_What to work on_. Nothing should appear in the answer except the lines from the one containing "I need the junctions and links of the" through the end of the listing, repeated exactly.

_Input material_.
---*---
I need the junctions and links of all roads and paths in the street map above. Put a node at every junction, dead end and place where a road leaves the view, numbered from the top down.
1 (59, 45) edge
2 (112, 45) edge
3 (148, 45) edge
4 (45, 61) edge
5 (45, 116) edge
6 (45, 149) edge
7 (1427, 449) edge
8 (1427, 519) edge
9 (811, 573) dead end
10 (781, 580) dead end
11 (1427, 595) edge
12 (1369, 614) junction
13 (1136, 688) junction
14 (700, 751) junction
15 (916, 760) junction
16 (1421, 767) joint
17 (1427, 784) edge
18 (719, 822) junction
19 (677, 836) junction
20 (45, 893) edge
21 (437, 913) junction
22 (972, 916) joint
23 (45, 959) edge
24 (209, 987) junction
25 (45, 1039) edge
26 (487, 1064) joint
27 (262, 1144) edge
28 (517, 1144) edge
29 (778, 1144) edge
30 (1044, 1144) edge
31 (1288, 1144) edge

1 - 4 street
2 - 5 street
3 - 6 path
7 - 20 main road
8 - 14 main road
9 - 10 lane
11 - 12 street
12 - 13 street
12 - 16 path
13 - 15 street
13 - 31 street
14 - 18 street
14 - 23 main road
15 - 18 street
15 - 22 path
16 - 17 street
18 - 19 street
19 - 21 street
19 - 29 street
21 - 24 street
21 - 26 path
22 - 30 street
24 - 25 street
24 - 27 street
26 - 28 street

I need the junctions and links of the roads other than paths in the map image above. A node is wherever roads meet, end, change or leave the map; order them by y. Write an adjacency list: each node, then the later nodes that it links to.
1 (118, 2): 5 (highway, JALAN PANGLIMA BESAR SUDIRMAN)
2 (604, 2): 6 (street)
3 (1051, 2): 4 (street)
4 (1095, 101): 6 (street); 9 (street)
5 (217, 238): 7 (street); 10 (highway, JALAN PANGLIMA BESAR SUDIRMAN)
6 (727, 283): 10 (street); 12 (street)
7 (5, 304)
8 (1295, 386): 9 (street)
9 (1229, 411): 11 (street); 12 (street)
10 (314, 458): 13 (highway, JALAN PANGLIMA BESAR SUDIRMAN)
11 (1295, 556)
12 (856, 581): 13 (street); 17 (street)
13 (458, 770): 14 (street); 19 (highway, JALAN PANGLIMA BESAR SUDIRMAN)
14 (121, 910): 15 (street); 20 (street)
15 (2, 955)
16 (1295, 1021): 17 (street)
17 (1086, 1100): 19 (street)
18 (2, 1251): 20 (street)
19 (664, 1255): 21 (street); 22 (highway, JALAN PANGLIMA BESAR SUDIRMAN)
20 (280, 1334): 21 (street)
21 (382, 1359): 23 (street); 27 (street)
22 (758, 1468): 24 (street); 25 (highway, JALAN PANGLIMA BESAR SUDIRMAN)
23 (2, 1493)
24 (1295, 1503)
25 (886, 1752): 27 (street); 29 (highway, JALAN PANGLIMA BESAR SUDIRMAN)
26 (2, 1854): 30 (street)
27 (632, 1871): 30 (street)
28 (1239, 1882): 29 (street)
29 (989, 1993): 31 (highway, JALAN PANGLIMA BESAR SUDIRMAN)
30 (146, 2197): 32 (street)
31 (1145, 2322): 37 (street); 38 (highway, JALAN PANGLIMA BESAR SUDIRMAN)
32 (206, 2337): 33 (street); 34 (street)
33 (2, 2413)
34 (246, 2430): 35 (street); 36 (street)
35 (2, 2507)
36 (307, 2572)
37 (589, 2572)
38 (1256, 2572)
---*---
_Written answer_.
I need the junctions and links of the roads other than paths in the map image above. A node is wherever roads meet, end, change or leave the map; order them by y. Write an adjacency list: each node, then the later nodes that it links to.
1 (118, 2): 5 (highway, JALAN PANGLIMA BESAR SUDIRMAN)
2 (604, 2): 6 (street)
3 (1051, 2): 4 (street)
4 (1095, 101): 6 (street); 9 (street)
5 (217, 238): 7 (street); 10 (highway, JALAN PANGLIMA BESAR SUDIRMAN)
6 (727, 283): 10 (street); 12 (street)
7 (5, 304)
8 (1295, 386): 9 (street)
9 (1229, 411): 11 (street); 12 (street)
10 (314, 458): 13 (highway, JALAN PANGLIMA BESAR SUDIRMAN)
11 (1295, 556)
12 (856, 581): 13 (street); 17 (street)
13 (458, 770): 14 (street); 19 (highway, JALAN PANGLIMA BESAR SUDIRMAN)
14 (121, 910): 15 (street); 20 (street)
15 (2, 955)
16 (1295, 1021): 17 (street)
17 (1086, 1100): 19 (street)
18 (2, 1251): 20 (street)
19 (664, 1255): 21 (street); 22 (highway, JALAN PANGLIMA BESAR SUDIRMAN)
20 (280, 1334): 21 (street)
21 (382, 1359): 23 (street); 27 (street)
22 (758, 1468): 24 (street); 25 (highway, JALAN PANGLIMA BESAR SUDIRMAN)
23 (2, 1493)
24 (1295, 1503)
25 (886, 1752): 27 (street); 29 (highway, JALAN PANGLIMA BESAR SUDIRMAN)
26 (2, 1854): 30 (street)
27 (632, 1871): 30 (street)
28 (1239, 1882): 29 (street)
29 (989, 1993): 31 (highway, JALAN PANGLIMA BESAR SUDIRMAN)
30 (146, 2197): 32 (street)
31 (1145, 2322): 37 (street); 38 (highway, JALAN PANGLIMA BESAR SUDIRMAN)
32 (206, 2337): 33 (street); 34 (street)
33 (2, 2413)
34 (246, 2430): 35 (street); 36 (street)
35 (2, 2507)
36 (307, 2572)
37 (589, 2572)
38 (1256, 2572)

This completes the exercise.